I was heading out to pick up some antibacterial hand sanitizers and hand wipes at Target this morning, thinking something was better than nothing.  Then my scientist husband told me those things weren’t preventative; in fact, they don’t do much to kill the H1N1 flu.

While most sicknesses (and many normal flu strains) are from bacteria, the H1N1 (human/swine/avian) strain is from a new mutated virus. Quoting husband, “hand sanitizers don’t hurt the flu, it laughs at them.”  I asked him how he knows it laughs, I mean, it could be a giggle, or a sarcastic rolling of eyes. Anyway, he ignores me and goes on to explain.

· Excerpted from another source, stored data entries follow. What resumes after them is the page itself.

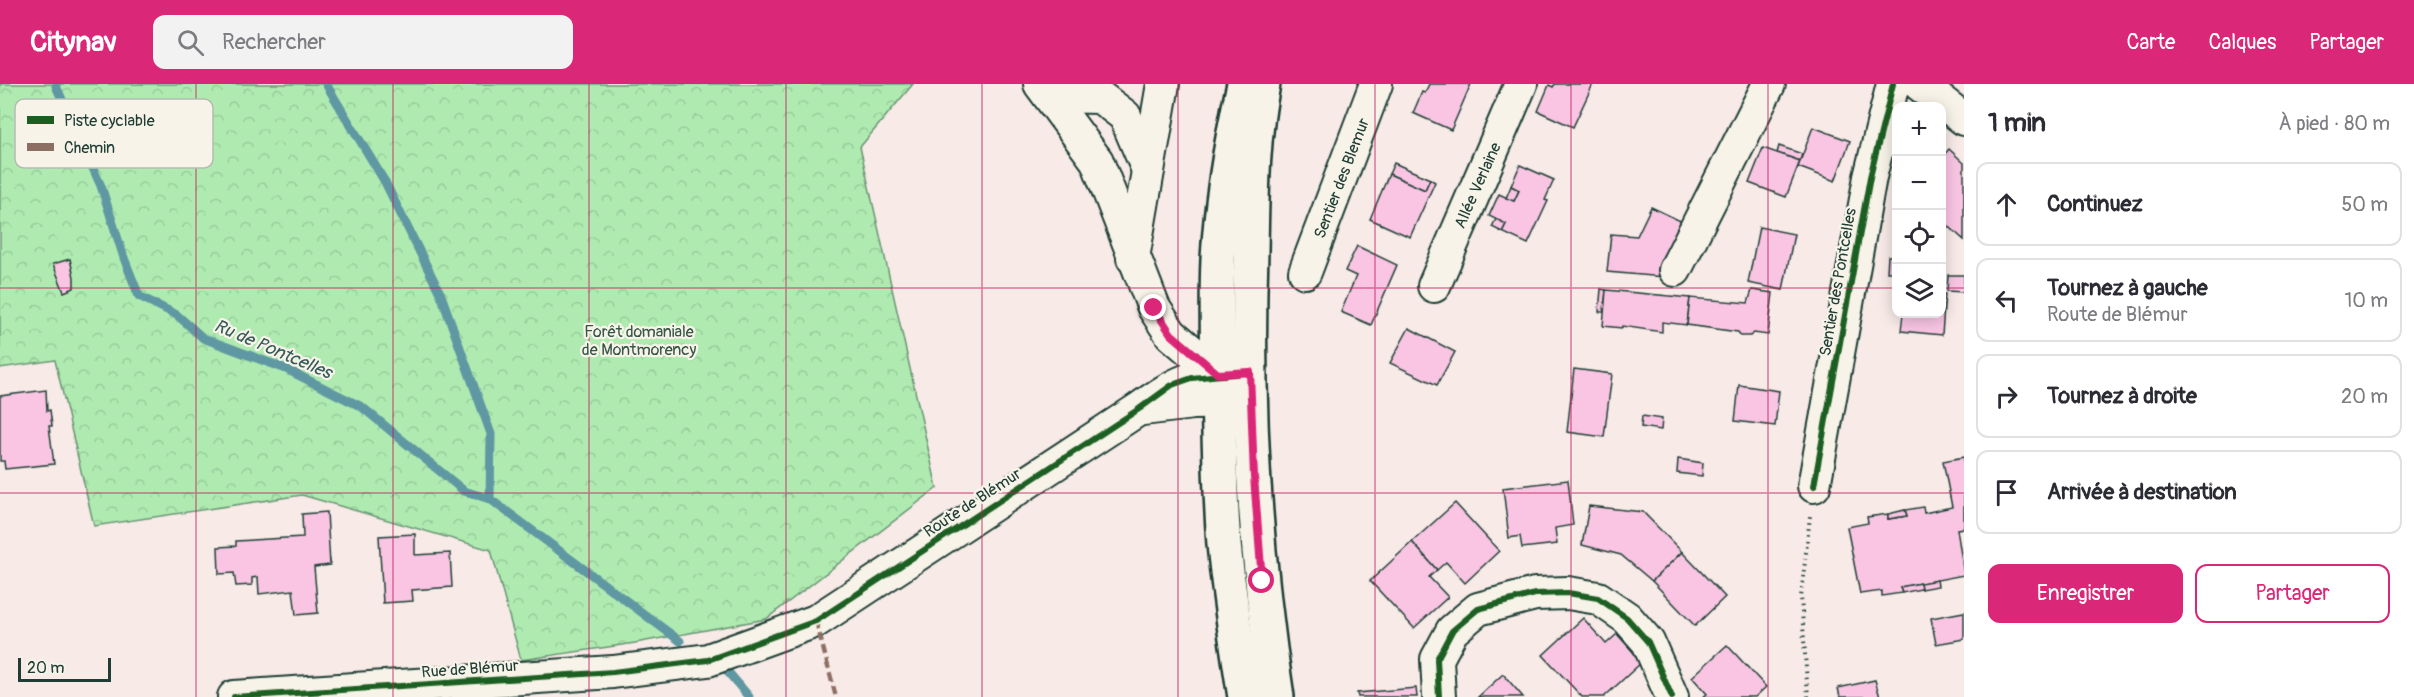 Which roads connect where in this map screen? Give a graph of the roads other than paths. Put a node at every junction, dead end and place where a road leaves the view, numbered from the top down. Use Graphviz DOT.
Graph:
graph roads {
  1 [pos="1163,84"];
  2 [pos="1244,84"];
  3 [pos="1263,84"];
  4 [pos="1377,84"];
  5 [pos="1521,84"];
  6 [pos="1769,84"];
  7 [pos="1893,84"];
  8 [pos="1919,84"];
  9 [pos="1045,90"];
  10 [pos="1964,119"];
  11 [pos="1148,170"];
  12 [pos="1133,259"];
  13 [pos="1675,270"];
  14 [pos="1305,272"];
  15 [pos="1434,286"];
  16 [pos="1250,387"];
  17 [pos="1218,388"];
  18 [pos="1814,486"];
  19 [pos="708,660"];
  20 [pos="234,697"];
  21 [pos="1245,697"];
  22 [pos="1277,697"];
  23 [pos="1439,697"];
  24 [pos="1672,697"];
  1 -- 11 [label="street"];
  2 -- 17 [label="main road"];
  3 -- 16 [label="main road"];
  4 -- 14 [label="street, Sentier des Blemur"];
  5 -- 15 [label="street, Allée Verlaine"];
  6 -- 13 [label="street"];
  7 -- 18 [label="street, Sentier des Pontcelles"];
  8 -- 10 [label="street"];
  9 -- 11 [label="street"];
  9 -- 12 [label="street"];
  11 -- 12 [label="street"];
  12 -- 17 [label="street"];
  16 -- 17 [label="street, Route de Blémur"];
  16 -- 22 [label="main road"];
  17 -- 19 [label="street, Route de Blémur"];
  17 -- 21 [label="main road"];
  19 -- 20 [label="street, Rue de Blémur"];
  23 -- 24 [label="street"];
}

Washing hands with water and soap would be the most effective in getting rid of the H1N1 flu.  By the way, let’s all say H1N1 and not Swine flu, and protect all the innocent pigs getting slaughtered.  My husband tried to explain why washing with water was more effective.  Basically, a water molecule is so big it can encapsulate a tiny little virus particle and wash it down the sink.  Something like that. 

Hand sanitizers just rub the virus around in your hands, and the alcohol base in the sanitizer might kill some of it.  But it still isn’t as effective as soap and water.  The antibacterial stuff will still help in killing other things that might make you sick. So it’s still a good idea to carry a little bottle of it after touching door handles, grocery carts, etc. because you wouldn’t want to catch something else on top of the flu.

Hand sanitizers shouldn’t be the sole preventative measure to take; I can picture people using hand sanitizers 20x a day and never wash their hands with water.

Wash your hands with water after you get home.

And then there’s the question about face masks. Do face masks prevent infection? Face masks being sold are so porous that they wouldn’t do a good job in shielding your nose/mouth from tiny virus particles.  However, their job is in preventing large droplets being transmitted from sneezing or coughing. So if you are in a very crowded area, wearing a face mask would be helpful, but it wouldn’t shield you from breathing in particles.

So go home and wash your hands after you take off your face mask!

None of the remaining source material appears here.